Locating and removing unexploded ordnance (UXO) is a critical safety measure around the world. UXOs are a result of past military training, weapons testing, accidents, and conflicts, and can be found on land and in the water—even buried under the seafloor. Pacific Northwest National Laboratory (PNNL) researchers support underwater testing to help advance technologies that detect and classify UXO in the marine environment. This problem is uniquely challenging in the dynamic underwater ocean environment for safe and efficient munitions remediation.
The PNNL research team supporting the Sequim Bay Underwater Demonstration Site was recently awarded the ESTCP Project of the Year in Munitions Response by the Department of Defense’s (DoD’s) Strategic Environmental Research and Development Program and Environmental Security Technology Certification Program (SERDP & ESTCP). At the 2022 SERDP & ESTCP and Operational Energy Innovation Symposium, the team was recognized for their efforts supporting testing and development of new technologies that detect UXO on and below the seafloor.

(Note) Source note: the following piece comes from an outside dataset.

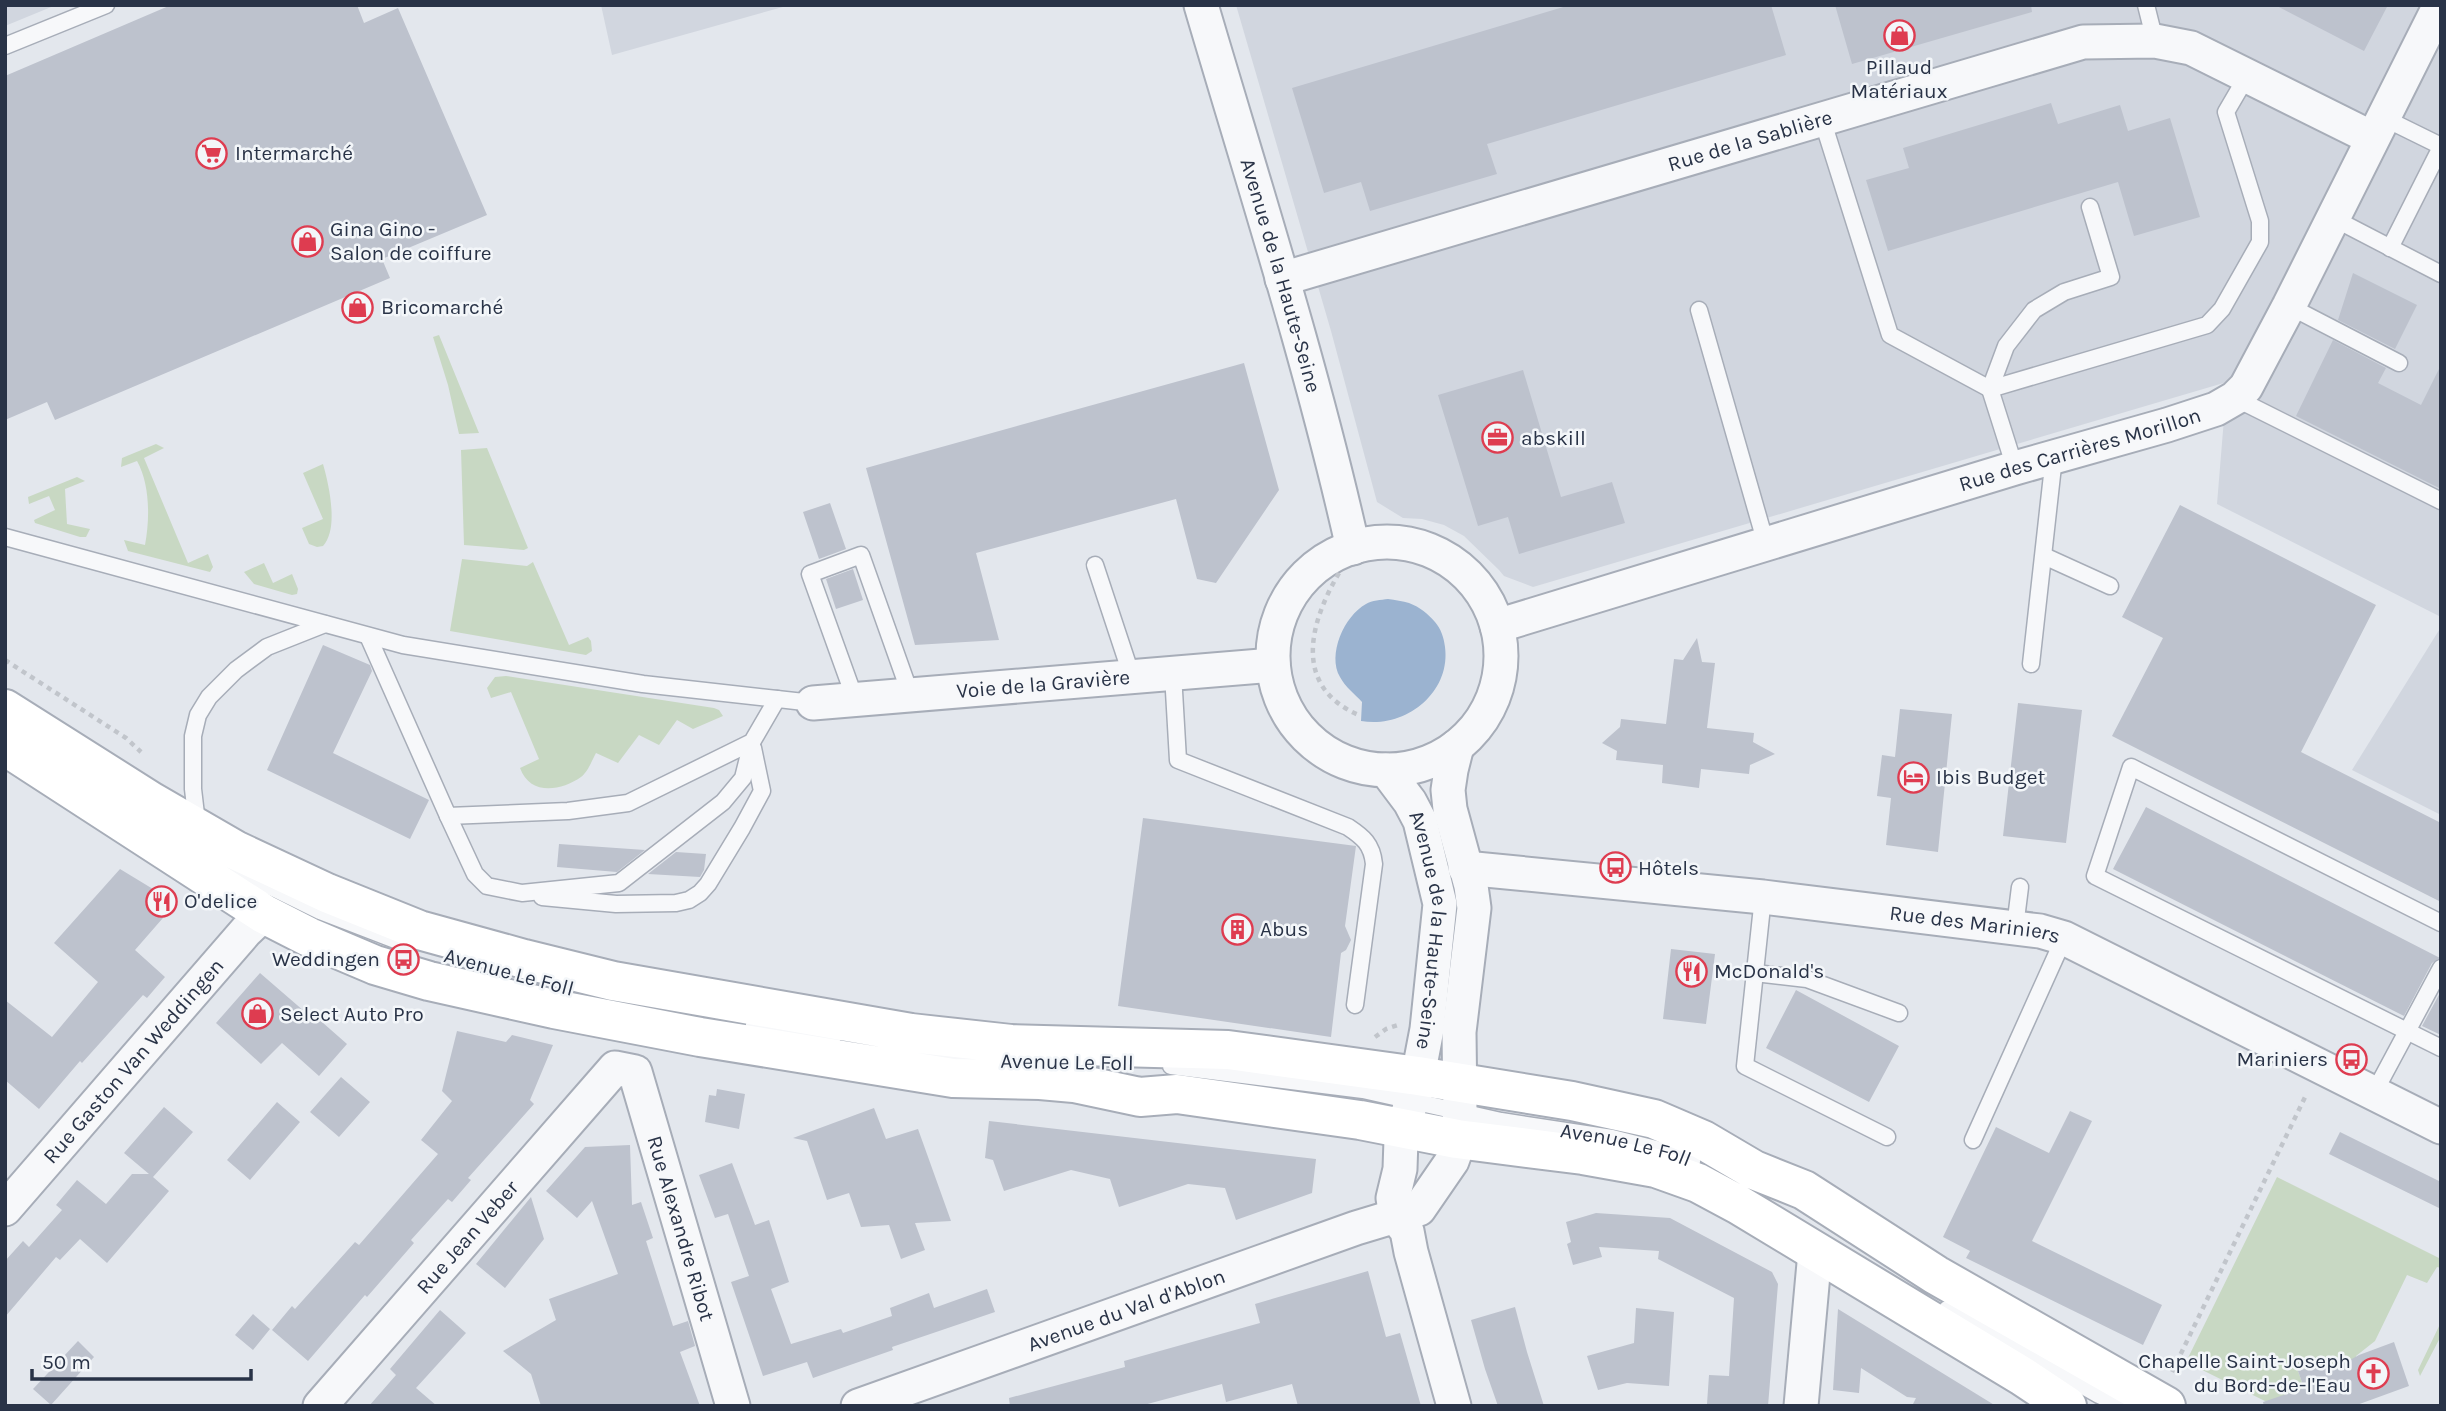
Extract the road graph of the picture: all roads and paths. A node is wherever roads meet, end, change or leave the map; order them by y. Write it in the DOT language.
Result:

“It’s an honor to be recognized for all the hard work that our team has accomplished over the last five years to support SERDP & ESTCP and their munitions remediation efforts,” said Dana Woodruff, PNNL Earth scientist and project manager.
Located on Sequim Bay in Washington State, PNNL-Sequim campus is home to Department of Energy’s only marine sciences laboratory, an underwater demonstration site, multiple research vessels, and an experienced team of marine scientists and scientific divers. SERDP originally chose to use PNNL-Sequim in 2016 as a test site for their projects because of these unique facilities and relevant marine expertise, coupled with the environmental conditions in nearby Sequim Bay.

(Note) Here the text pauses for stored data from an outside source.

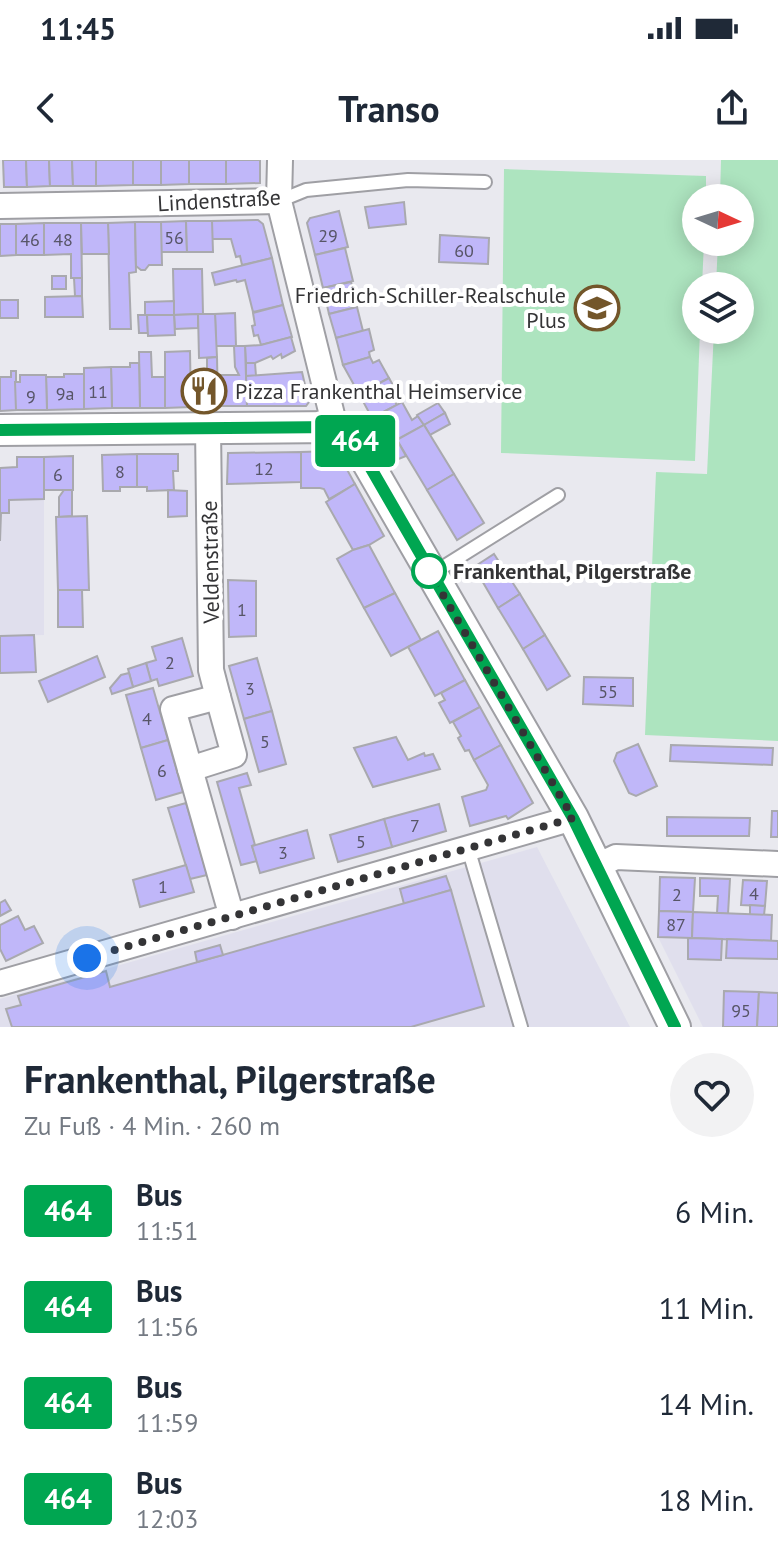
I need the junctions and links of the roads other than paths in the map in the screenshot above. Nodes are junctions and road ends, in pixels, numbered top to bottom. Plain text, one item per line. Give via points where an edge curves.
1 (280, 160) edge
2 (485, 182) dead end
3 (279, 201) junction
4 (0, 206) edge
5 (208, 427) junction
6 (335, 427) junction
7 (0, 430) edge
8 (558, 495) dead end
9 (432, 575) junction
10 (218, 697) junction
11 (190, 769) junction
12 (573, 818) junction
13 (468, 848) junction
14 (778, 864) edge
15 (597, 866) junction
16 (232, 917) junction
17 (0, 983) edge
18 (521, 1027) edge
19 (675, 1027) edge

1 - 3 street
2 - 3 lane, Lindenstraße via 408,180 306,190
3 - 4 street, Lindenstraße
3 - 6 street
5 - 6 street
5 - 7 street
5 - 10 street, Veldenstraße via 211,670
6 - 9 street via 354,439
8 - 9 lane
9 - 12 street
10 - 11 street, Veldenstraße via 234,755
10 - 11 street via 173,709
11 - 16 street
12 - 13 street
12 - 15 street
13 - 16 street
13 - 18 lane
14 - 15 street via 616,857
15 - 19 street
16 - 17 street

“Sequim Bay has relatively calm weather and a clean seafloor which are valuable qualities in a demonstration site,” explained Joseph Haxel, PNNL Earth scientist and principal investigator for the demonstration site team. “We’ve characterized the underwater environment in detail—from the different types of sediments to the water quality—so we can test a variety of new technologies.”

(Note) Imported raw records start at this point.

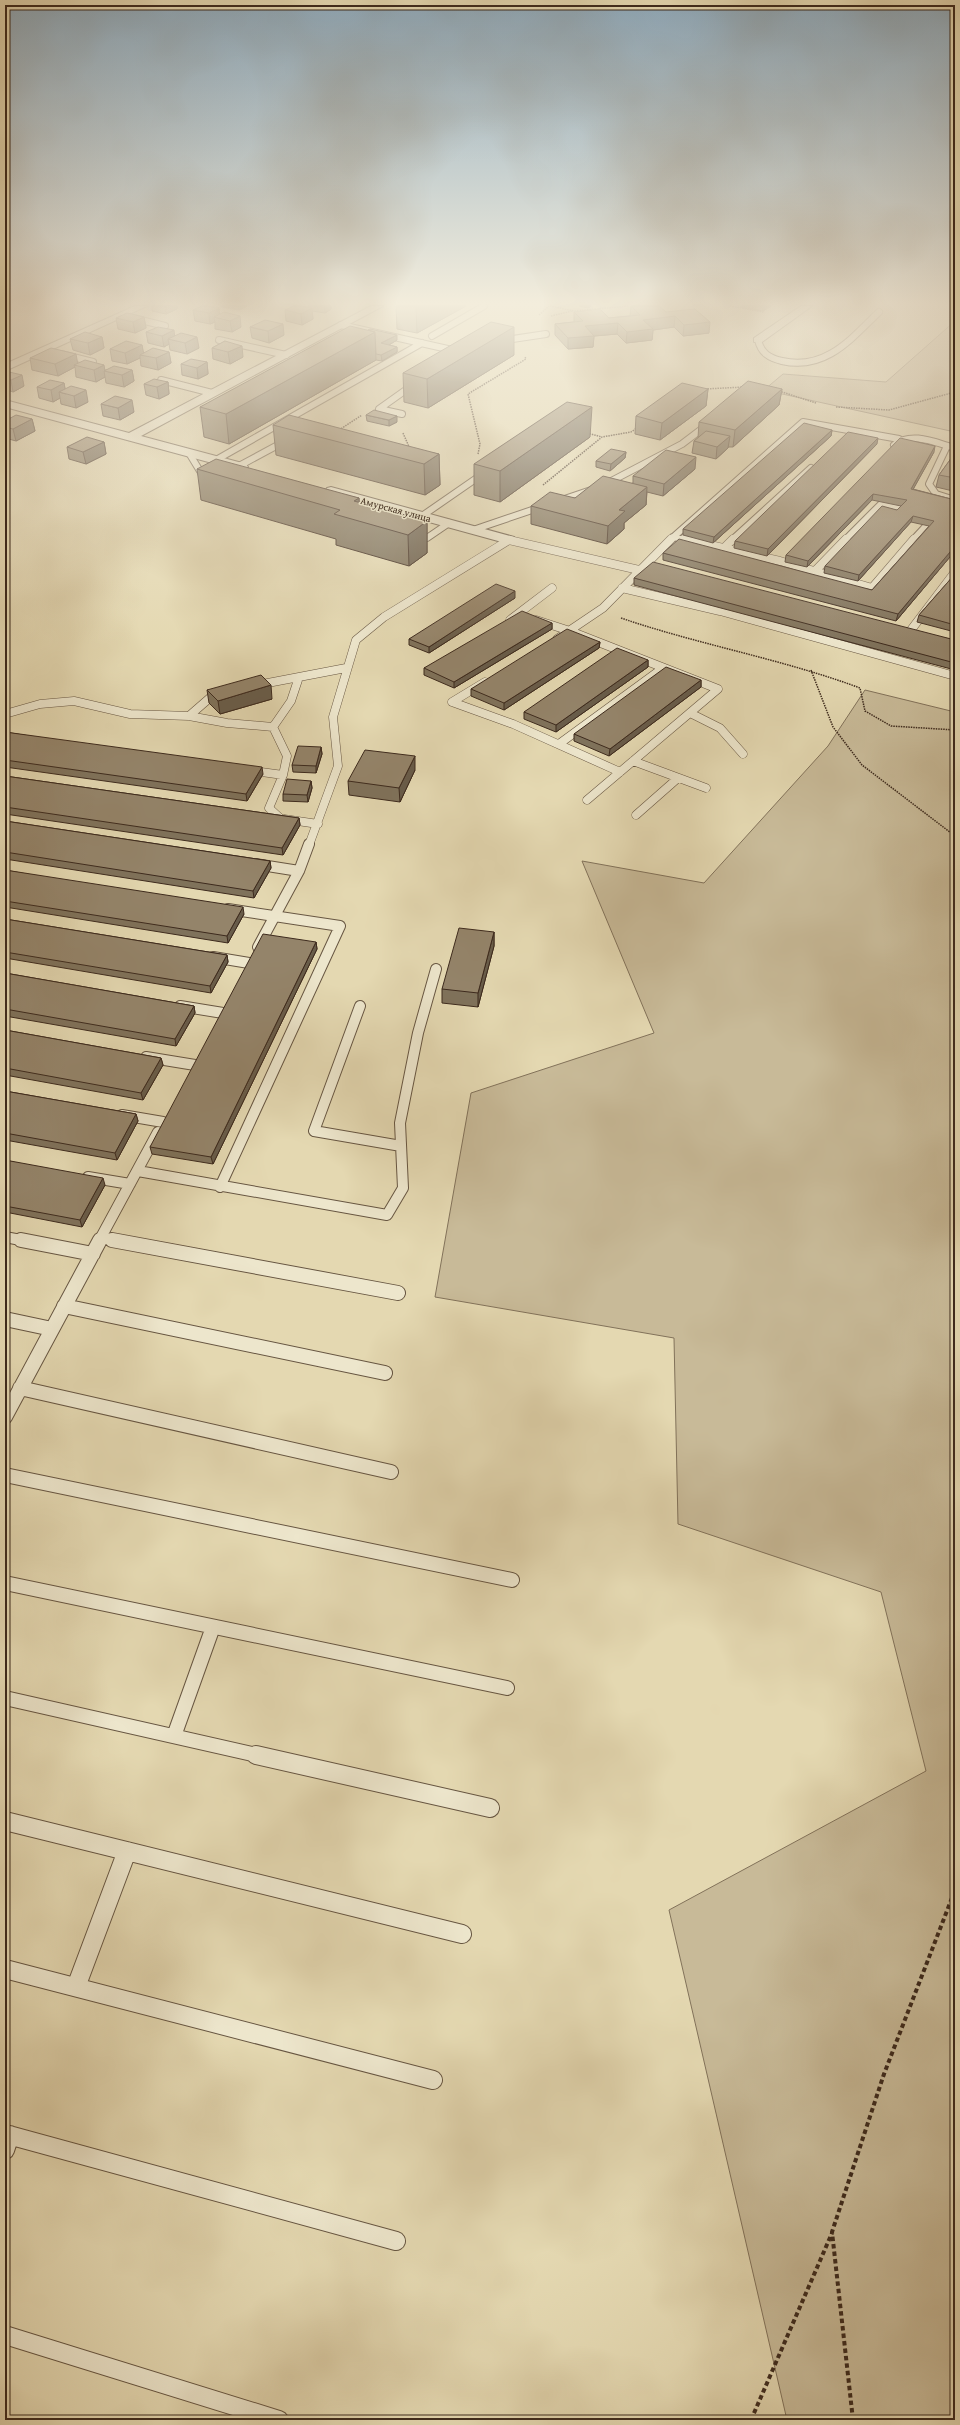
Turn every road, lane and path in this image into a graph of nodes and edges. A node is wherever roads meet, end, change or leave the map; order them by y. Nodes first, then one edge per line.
1 (64, 419) edge
2 (164, 419) edge
3 (166, 419) edge
4 (288, 419) edge
5 (355, 419) edge
6 (474, 419) edge
7 (714, 419) edge
8 (337, 431) edge
9 (582, 432) edge
10 (403, 433) dead end
11 (130, 437) junction
12 (602, 437) dead end
13 (298, 439) edge
14 (899, 439) junction
15 (947, 446) junction
16 (173, 448) junction
17 (955, 448) edge
18 (888, 450) edge
19 (412, 452) edge
20 (189, 453) junction
21 (216, 460) junction
22 (817, 462) edge
23 (239, 466) junction
24 (496, 466) edge
25 (254, 470) edge
26 (218, 480) edge
27 (471, 482) junction
28 (315, 487) edge
29 (955, 500) edge
30 (898, 507) edge
31 (422, 516) junction
32 (449, 523) junction
33 (925, 527) edge
34 (473, 530) junction
35 (405, 532) edge
36 (673, 537) junction
37 (509, 540) junction
38 (724, 548) junction
39 (639, 570) junction
40 (815, 571) junction
41 (955, 572) edge
42 (552, 588) dead end
43 (622, 588) junction
44 (600, 610) junction
45 (518, 615) junction
46 (505, 623) edge
47 (911, 630) edge
48 (570, 631) junction
49 (550, 643) edge
50 (346, 668) junction
51 (663, 668) junction
52 (810, 669) junction
53 (955, 676) edge
54 (299, 677) junction
55 (491, 678) edge
56 (690, 713) junction
57 (5, 714) edge
58 (189, 716) junction
59 (272, 727) junction
60 (955, 730) edge
61 (559, 744) junction
62 (743, 754) dead end
63 (633, 761) junction
64 (237, 769) edge
65 (620, 772) junction
66 (283, 775) junction
67 (678, 778) junction
68 (706, 788) dead end
69 (587, 800) dead end
70 (636, 815) dead end
71 (264, 816) edge
72 (280, 818) junction
73 (318, 824) junction
74 (955, 836) edge
75 (245, 863) edge
76 (299, 871) junction
77 (221, 908) edge
78 (275, 916) junction
79 (202, 956) edge
80 (249, 964) junction
81 (436, 969) dead end
82 (243, 976) edge
83 (229, 1000) edge
84 (168, 1004) edge
85 (360, 1006) dead end
86 (223, 1013) junction
87 (216, 1026) edge
88 (134, 1055) edge
89 (188, 1078) edge
90 (170, 1110) edge
91 (111, 1113) edge
92 (164, 1122) junction
93 (401, 1146) junction
94 (138, 1171) junction
95 (76, 1174) edge
96 (130, 1184) junction
97 (220, 1187) junction
98 (5, 1238) edge
99 (101, 1238) junction
100 (93, 1254) junction
101 (398, 1293) dead end
102 (64, 1306) junction
103 (5, 1319) edge
104 (52, 1329) junction
105 (385, 1373) dead end
106 (20, 1388) junction
107 (5, 1416) edge
108 (391, 1472) dead end
109 (5, 1475) edge
110 (512, 1580) dead end
111 (5, 1583) edge
112 (213, 1627) junction
113 (507, 1688) dead end
114 (5, 1698) edge
115 (174, 1736) junction
116 (490, 1808) dead end
117 (5, 1821) edge
118 (127, 1851) junction
119 (955, 1890) edge
120 (462, 1934) dead end
121 (5, 1969) edge
122 (76, 1987) junction
123 (433, 2080) dead end
124 (7, 2140) edge
125 (832, 2232) junction
126 (396, 2241) dead end
127 (5, 2335) edge
128 (279, 2420) edge
129 (751, 2420) edge
130 (853, 2420) edge

1 - 11 street
2 - 11 street
3 - 16 street
4 - 21 lane
5 - 8 path
6 - 27 path
7 - 34 lane
9 - 12 path
10 - 19 path
11 - 16 street
13 - 23 lane
14 - 15 lane
14 - 18 lane
14 - 36 lane
15 - 17 lane
15 - 29 lane
16 - 20 street
20 - 21 street
20 - 26 lane
21 - 23 street
22 - 38 lane
23 - 25 street
24 - 27 lane
27 - 31 lane
28 - 31 street, Амурская улица
30 - 40 lane
31 - 32 street, Амурская улица
32 - 34 street, Амурская улица
32 - 35 lane
33 - 40 lane
34 - 37 street, Амурская улица
36 - 38 lane
36 - 39 lane
37 - 39 lane
37 - 50 lane
38 - 40 lane
39 - 43 lane
41 - 47 lane
42 - 45 lane
43 - 44 lane
43 - 53 lane
44 - 48 lane
44 - 52 path
45 - 46 lane
45 - 48 lane
48 - 49 lane
48 - 51 lane
50 - 54 lane
50 - 73 lane
51 - 56 lane
51 - 61 lane
52 - 60 path
52 - 74 path
54 - 58 lane
54 - 59 lane
55 - 61 lane
56 - 62 lane
56 - 63 lane
57 - 58 lane
58 - 59 lane
59 - 66 lane
61 - 65 lane
63 - 65 lane
63 - 67 lane
64 - 66 lane
65 - 69 lane
66 - 72 lane
67 - 68 lane
67 - 70 lane
71 - 72 lane
72 - 73 lane
73 - 76 lane
75 - 76 lane
76 - 78 lane
77 - 78 lane
78 - 80 lane
78 - 97 lane
79 - 80 lane
80 - 82 lane
81 - 93 lane
83 - 86 lane
84 - 86 lane
85 - 93 lane
86 - 87 lane
88 - 89 lane
90 - 92 lane
91 - 92 lane
92 - 94 lane
93 - 97 lane
94 - 96 lane
94 - 97 lane
95 - 96 lane
96 - 99 lane
98 - 100 lane
99 - 100 lane
99 - 101 lane
100 - 102 lane
102 - 104 lane
102 - 105 lane
103 - 104 lane
104 - 106 lane
106 - 107 lane
106 - 108 lane
109 - 110 lane
111 - 112 lane
112 - 113 lane
112 - 115 lane
114 - 115 lane
115 - 116 lane
117 - 118 lane
118 - 120 lane
118 - 122 lane
119 - 125 path
121 - 122 lane
122 - 123 lane
124 - 126 lane
125 - 129 path
125 - 130 path
127 - 128 lane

SERDP & ESTCP funds developers to test their munitions-detecting technologies at the Sequim Bay Underwater Demonstration Site. Before testing, PNNL scientific divers place inert or replica munitions on the seafloor of the demonstration site in pre-determined locations. Then, developers test their technologies at the site and researchers to evaluate how well the devices were able to locate and classify the underwater targets.
“Not only is the technology tested in Sequim Bay being commercialized and used elsewhere, but we’re also sharing what we’ve learned establishing this demonstration site over the last few years to inform the establishment of new testbeds in locations with different environmental conditions that will further support munitions remediation efforts around the world,” explained Woodruff.
This work was supported by DoD’s SERDP & ESTCP. SERDP is a DoD program planned and executed in partnership with the Department of Energy and the Environmental Protection Agency. Learn more about the Sequim Bay Underwater Demonstration Site at the project website.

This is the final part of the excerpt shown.